Task requirements:
Could you filter the records below and keep only the lines with the word "Powers"?

Saved data entries:
========

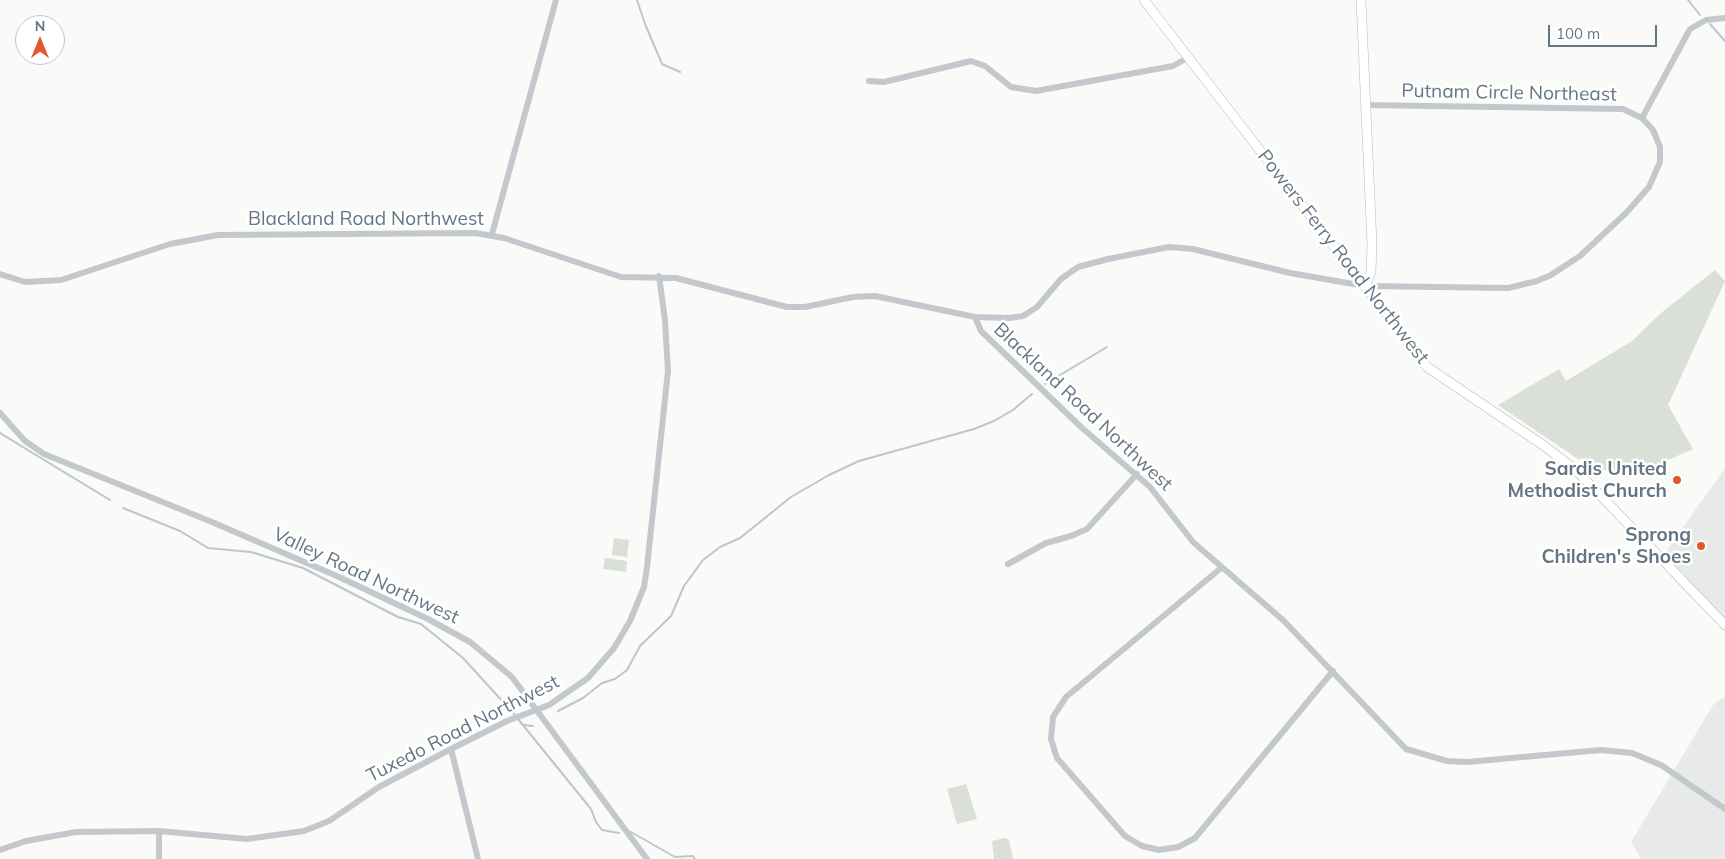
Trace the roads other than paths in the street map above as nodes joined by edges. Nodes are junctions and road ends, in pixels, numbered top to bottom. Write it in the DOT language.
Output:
graph roads {
  1 [pos="556,0"];
  2 [pos="1144,0"];
  3 [pos="1360,0"];
  4 [pos="1725,18"];
  5 [pos="1190,57"];
  6 [pos="869,81"];
  7 [pos="1366,105"];
  8 [pos="1642,118"];
  9 [pos="492,234"];
  10 [pos="0,274"];
  11 [pos="659,276"];
  12 [pos="1365,286"];
  13 [pos="975,317"];
  14 [pos="0,413"];
  15 [pos="1137,474"];
  16 [pos="1008,564"];
  17 [pos="1221,568"];
  18 [pos="1725,624"];
  19 [pos="1333,671"];
  20 [pos="538,710"];
  21 [pos="451,749"];
  22 [pos="1725,810"];
  23 [pos="159,831"];
  24 [pos="0,850"];
  25 [pos="159,859"];
  26 [pos="478,859"];
  27 [pos="647,859"];
  1 -- 9 [label="street"];
  2 -- 5 [label="street, Powers Ferry Road Northwest"];
  3 -- 7 [label="street"];
  4 -- 8 [label="street"];
  5 -- 6 [label="street"];
  5 -- 12 [label="street, Powers Ferry Road Northwest"];
  7 -- 8 [label="street, Putnam Circle Northeast"];
  7 -- 12 [label="street"];
  8 -- 12 [label="street"];
  9 -- 10 [label="street, Blackland Road Northwest"];
  9 -- 11 [label="street, Blackland Road Northwest"];
  11 -- 13 [label="street, Blackland Road Northwest"];
  11 -- 20 [label="street, Tuxedo Road Northwest"];
  12 -- 13 [label="street"];
  12 -- 18 [label="street, Powers Ferry Road Northwest"];
  13 -- 15 [label="street, Blackland Road Northwest"];
  14 -- 20 [label="street, Valley Road Northwest"];
  15 -- 16 [label="street"];
  15 -- 17 [label="street, Blackland Road Northwest"];
  17 -- 19 [label="street, Blackland Road Northwest"];
  17 -- 19 [label="street"];
  19 -- 22 [label="street, Blackland Road Northwest"];
  20 -- 21 [label="street, Tuxedo Road Northwest"];
  20 -- 27 [label="street, Valley Road Northwest"];
  21 -- 23 [label="street, Tuxedo Road Northwest"];
  21 -- 26 [label="street"];
  23 -- 24 [label="street, Tuxedo Road Northwest"];
  23 -- 25 [label="street"];
}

========

Solution for this problem:
  2 -- 5 [label="street, Powers Ferry Road Northwest"];
  5 -- 12 [label="street, Powers Ferry Road Northwest"];
  12 -- 18 [label="street, Powers Ferry Road Northwest"];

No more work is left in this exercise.